Por Arturo Zárate Ruiz
Leemos en Hechos que, al menos a san Pablo, Dios le instruyó que fuera a Roma a predicar. También fue allí y lo hizo san Pedro. Por la Tradición y aun la arqueología sabemos que ambos fueron martirizados en esa ciudad cuando gobernaba el inicuo Nerón. Por estas y muchas otras razones Roma se convirtió en la sede primada de toda la cristiandad. Así, desde los primeros tiempos, comunidades católicas muy distantes pedían al sucesor de Pedro —como lo hicieron los corintios con el papa Clemente— que con su autoridad definiese asuntos entonces controversiales en la fe o en la vida eclesial. Ubi Petrus Ibi Ecclesia, advirtió san Ambrosio, el gran Arzobispo de Milán.

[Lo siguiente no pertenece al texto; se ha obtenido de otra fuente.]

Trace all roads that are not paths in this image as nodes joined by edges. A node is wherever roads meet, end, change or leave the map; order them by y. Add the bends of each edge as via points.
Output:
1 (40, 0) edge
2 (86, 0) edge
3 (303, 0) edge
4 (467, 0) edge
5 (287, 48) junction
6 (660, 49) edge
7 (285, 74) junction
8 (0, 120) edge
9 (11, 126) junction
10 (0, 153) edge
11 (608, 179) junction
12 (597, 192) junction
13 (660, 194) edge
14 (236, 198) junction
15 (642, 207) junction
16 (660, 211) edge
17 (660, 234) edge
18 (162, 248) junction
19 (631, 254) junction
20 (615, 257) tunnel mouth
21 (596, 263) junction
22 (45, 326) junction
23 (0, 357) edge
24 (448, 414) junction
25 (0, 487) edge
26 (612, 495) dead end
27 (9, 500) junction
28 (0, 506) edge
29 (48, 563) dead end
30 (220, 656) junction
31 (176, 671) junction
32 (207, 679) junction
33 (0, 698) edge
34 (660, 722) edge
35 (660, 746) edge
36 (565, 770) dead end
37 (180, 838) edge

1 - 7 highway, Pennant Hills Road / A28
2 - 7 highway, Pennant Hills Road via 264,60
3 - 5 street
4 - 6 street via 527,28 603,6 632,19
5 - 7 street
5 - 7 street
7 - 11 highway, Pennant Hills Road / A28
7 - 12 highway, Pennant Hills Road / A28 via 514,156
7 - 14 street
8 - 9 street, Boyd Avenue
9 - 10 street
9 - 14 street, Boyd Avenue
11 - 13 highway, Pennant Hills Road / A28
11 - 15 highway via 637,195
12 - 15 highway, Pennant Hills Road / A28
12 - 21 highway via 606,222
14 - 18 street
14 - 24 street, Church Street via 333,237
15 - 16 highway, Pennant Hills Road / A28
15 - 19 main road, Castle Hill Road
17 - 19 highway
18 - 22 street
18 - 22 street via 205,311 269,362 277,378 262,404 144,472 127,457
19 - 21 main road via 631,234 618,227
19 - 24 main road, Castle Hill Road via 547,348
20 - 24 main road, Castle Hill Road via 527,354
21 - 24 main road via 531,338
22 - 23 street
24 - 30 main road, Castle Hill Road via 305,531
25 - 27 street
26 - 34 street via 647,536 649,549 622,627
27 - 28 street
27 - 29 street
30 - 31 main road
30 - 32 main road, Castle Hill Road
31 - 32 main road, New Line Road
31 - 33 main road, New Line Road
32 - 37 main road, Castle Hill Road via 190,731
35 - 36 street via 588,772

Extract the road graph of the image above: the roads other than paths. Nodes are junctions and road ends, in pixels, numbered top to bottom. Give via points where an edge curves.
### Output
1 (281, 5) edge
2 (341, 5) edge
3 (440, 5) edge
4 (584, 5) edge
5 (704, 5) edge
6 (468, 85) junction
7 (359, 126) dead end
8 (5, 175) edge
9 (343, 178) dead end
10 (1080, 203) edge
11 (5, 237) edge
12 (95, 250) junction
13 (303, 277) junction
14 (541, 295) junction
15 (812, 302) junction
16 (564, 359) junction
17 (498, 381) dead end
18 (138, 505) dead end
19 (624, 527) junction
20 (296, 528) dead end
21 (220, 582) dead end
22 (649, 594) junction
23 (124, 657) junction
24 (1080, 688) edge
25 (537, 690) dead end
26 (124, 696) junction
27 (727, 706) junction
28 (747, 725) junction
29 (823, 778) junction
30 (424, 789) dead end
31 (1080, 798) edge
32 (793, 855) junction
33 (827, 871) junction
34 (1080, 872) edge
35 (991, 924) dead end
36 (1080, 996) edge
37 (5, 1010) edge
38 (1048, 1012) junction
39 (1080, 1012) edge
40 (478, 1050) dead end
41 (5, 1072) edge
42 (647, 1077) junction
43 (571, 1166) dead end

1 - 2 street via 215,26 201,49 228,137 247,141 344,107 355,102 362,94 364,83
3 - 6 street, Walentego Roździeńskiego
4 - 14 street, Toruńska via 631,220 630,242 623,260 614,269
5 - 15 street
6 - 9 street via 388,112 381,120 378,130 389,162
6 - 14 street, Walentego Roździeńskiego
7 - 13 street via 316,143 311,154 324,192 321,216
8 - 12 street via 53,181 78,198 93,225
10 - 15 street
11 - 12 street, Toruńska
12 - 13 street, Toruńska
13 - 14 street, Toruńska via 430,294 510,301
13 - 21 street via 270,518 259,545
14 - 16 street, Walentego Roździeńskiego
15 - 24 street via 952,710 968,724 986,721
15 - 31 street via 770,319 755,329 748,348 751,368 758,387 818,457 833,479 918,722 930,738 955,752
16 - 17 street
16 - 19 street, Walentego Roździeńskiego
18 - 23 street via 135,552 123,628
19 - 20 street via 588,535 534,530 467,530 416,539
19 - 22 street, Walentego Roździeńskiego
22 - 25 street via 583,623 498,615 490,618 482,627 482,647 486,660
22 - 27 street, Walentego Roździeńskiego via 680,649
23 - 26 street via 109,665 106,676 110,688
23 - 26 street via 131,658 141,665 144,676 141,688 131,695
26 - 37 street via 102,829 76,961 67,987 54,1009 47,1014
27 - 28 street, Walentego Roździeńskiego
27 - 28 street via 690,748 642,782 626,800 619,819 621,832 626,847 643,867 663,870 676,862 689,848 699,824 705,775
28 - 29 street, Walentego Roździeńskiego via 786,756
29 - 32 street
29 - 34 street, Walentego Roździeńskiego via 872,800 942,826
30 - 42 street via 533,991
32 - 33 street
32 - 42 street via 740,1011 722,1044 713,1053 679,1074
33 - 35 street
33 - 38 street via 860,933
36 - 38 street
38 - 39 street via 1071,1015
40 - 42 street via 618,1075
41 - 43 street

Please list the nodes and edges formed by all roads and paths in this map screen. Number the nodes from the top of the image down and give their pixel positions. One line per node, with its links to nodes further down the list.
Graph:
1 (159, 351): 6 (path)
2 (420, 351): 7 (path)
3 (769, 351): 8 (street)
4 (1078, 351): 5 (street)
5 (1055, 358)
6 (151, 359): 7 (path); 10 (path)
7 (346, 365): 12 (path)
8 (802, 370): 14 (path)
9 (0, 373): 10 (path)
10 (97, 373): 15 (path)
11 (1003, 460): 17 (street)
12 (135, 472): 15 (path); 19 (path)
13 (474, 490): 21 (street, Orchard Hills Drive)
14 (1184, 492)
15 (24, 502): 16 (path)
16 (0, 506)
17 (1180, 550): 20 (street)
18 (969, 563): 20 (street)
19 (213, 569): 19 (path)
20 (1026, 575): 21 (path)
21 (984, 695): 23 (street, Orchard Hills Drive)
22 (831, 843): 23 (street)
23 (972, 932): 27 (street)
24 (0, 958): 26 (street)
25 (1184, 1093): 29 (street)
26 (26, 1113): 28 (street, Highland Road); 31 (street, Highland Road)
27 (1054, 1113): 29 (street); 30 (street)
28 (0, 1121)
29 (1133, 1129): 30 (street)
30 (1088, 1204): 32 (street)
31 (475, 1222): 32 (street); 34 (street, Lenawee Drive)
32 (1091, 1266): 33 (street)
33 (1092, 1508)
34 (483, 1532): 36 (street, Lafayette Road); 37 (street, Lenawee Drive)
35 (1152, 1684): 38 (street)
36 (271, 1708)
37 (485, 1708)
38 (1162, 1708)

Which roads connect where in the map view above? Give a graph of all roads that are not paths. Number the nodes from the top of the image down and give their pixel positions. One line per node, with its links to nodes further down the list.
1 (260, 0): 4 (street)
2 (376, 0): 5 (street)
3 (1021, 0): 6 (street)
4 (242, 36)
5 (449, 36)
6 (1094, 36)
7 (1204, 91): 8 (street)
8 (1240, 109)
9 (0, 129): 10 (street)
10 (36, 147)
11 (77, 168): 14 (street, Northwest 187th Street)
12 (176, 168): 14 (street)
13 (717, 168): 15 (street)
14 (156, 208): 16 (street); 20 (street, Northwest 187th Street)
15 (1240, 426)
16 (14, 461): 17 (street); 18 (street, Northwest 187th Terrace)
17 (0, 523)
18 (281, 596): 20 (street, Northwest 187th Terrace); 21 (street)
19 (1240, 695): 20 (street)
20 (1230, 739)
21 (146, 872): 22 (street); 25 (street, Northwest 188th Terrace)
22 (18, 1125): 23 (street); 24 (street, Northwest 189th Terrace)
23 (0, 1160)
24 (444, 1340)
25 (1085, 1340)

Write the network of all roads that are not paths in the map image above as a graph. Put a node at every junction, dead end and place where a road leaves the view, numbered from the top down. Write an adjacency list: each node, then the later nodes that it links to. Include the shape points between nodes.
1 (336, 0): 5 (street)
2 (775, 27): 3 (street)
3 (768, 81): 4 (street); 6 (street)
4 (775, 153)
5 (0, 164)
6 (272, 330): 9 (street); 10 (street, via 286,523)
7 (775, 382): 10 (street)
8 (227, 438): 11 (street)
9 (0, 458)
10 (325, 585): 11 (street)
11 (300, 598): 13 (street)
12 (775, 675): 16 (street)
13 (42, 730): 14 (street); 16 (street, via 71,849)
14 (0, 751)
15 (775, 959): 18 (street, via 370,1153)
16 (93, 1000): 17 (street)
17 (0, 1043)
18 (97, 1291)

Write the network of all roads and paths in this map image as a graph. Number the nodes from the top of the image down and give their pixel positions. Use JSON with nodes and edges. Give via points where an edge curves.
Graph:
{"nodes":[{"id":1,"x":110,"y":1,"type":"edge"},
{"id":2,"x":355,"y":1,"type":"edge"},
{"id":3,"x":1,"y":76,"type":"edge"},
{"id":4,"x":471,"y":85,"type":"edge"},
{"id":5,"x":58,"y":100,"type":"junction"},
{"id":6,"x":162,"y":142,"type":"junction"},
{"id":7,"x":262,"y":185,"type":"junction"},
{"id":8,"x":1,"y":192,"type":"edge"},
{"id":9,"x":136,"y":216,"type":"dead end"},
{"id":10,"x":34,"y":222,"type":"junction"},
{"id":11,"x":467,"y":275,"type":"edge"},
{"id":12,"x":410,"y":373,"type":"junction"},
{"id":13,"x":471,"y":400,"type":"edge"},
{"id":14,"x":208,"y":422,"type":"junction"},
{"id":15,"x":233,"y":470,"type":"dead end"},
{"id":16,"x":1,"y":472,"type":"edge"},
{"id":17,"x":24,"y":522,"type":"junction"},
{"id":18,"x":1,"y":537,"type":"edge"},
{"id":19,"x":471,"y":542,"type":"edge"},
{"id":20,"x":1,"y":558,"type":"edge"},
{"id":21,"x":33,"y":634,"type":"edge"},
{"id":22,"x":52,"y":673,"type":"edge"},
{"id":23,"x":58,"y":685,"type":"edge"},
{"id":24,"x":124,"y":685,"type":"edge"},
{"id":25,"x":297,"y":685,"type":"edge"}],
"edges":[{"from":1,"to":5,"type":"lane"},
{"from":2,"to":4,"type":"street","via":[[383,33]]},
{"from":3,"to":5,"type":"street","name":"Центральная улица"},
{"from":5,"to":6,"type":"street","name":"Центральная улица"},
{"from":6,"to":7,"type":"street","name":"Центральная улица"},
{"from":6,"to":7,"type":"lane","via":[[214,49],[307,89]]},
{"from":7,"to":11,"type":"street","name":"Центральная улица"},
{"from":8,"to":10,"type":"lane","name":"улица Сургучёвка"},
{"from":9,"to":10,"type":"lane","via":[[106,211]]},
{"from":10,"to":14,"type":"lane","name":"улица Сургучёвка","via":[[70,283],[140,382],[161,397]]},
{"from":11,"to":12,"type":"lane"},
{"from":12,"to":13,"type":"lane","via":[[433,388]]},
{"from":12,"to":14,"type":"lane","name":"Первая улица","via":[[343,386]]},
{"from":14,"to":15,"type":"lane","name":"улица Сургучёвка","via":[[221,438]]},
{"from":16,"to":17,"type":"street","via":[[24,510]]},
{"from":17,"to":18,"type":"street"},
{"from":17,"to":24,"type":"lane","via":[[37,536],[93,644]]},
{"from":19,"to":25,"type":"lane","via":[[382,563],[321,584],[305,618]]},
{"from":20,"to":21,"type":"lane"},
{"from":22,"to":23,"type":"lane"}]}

Por qué Dios ordenó a san Pablo y, sobre todo, a san Pedro trasladarse a Roma se explica, en cierta medida, porque no debían quedarse en Jerusalén. De hacerlo, la Buena Nueva habría sido sólo para los judíos, no también para los paganos. Al parecer, Dios permitió las primeras persecuciones por los fariseos contra los cristianos en Tierra Santa para que los cristianos huyeran de allí y, así providencialmente, desparramaran la fe en muchos otros lugares.
Pero ¿por qué Roma, y no Atenas, una ciudad mucho más culta, es más, su lengua, el griego, era la franca entonces, no el latín? Fue así porque Roma era el centro del poder político. Allí los líderes apostólicos podrían aprovechar la organización del imperio para propulsar el mensaje cristiano hacia todos los rincones de la Tierra.
Pero que haya sido así no deja de parecer paradójico. Por un lado, los apóstoles huyeron de Jerusalén por las persecuciones. Por otro lado, fueron a Roma para sufrirlas de peor manera. Por tres siglos, un papa tras otro fue ejecutado por algún emperador, para no mencionar los numerosos fieles martirizados.
Hasta que el emperador Constantino abrazó el cristianismo en el año 312. Parecería que todo iría en adelante viento en popa para la Iglesia, pues Constantino además reunificó el imperio que Diocleciano había dividido en 285. Sin embargo, Constantino trasladó la capital de Roma a Bizancio (que renombró Constantinopla) y luego dividió de nuevo el imperio entre sus hijos. Roma dejó de ser el centro del poder, y por más de un milenio decayó política, económicamente e incluso en las buenas costumbres. Fue un papa, León Magno, no un emperador, quien tuvo que salir en defensa de la urbe cuando se acercaba Atila a destruirla. He allí de nuevo la paradoja. No obstante su marcada decadencia, Roma seguiría siendo el centro de la fe. Como santa Teresa la Grande diría un milenio después, «Solo Dios basta».
Pero la paradoja se eleva exponencialmente. Que sea Roma el centro de la fe hizo que los emperadores y reyes buscasen que los papas se acomodasen a su perfidia. Por más de un milenio algunos aun los apresaron para intentar someterlos. El monarca francés los tuvo presos en Aviñón. Napoleón inclusive maltrató a dos pontífices metiéndolos en jaulas y paseándolos en ellas por lo que deseaba él fuera su imperio. Como no era fácil aplastar a los papas, pues algunos, como Julio II empuñaron las armas para defenderse, no faltaron príncipes que fundasen iglesias cismáticas, como en oriente, otros heréticas, como en la rebelión protestante. Los obispos les resultaron más maleables. En cualquier caso, sus iglesias acabaron siendo credos nacionales, no universales, no “católicos”. Es la “universalidad” lo que significa “catolicidad”.
Encontrando los líderes políticos en Europa la fórmula para someter la religión, los italianos, al unificar su país, se toparon con no poder convertir al papa en patrocinador acomodaticio suyo. El papa no podía dejar de ser pastor universal. Para presionarlo, los líderes italianos hicieron del papa un prisionero en el Vaticano. El papa aguantó. Y, creciendo de nuevo la paradoja, aun siendo la Santa Sede el Estado más diminuto del mundo, al pontífice romano, sin poder ninguno, todos lo escuchan. Y lo escuchan por, desde un principio, no permitir que lo que es de Dios se subordine a lo que se le antoja al César.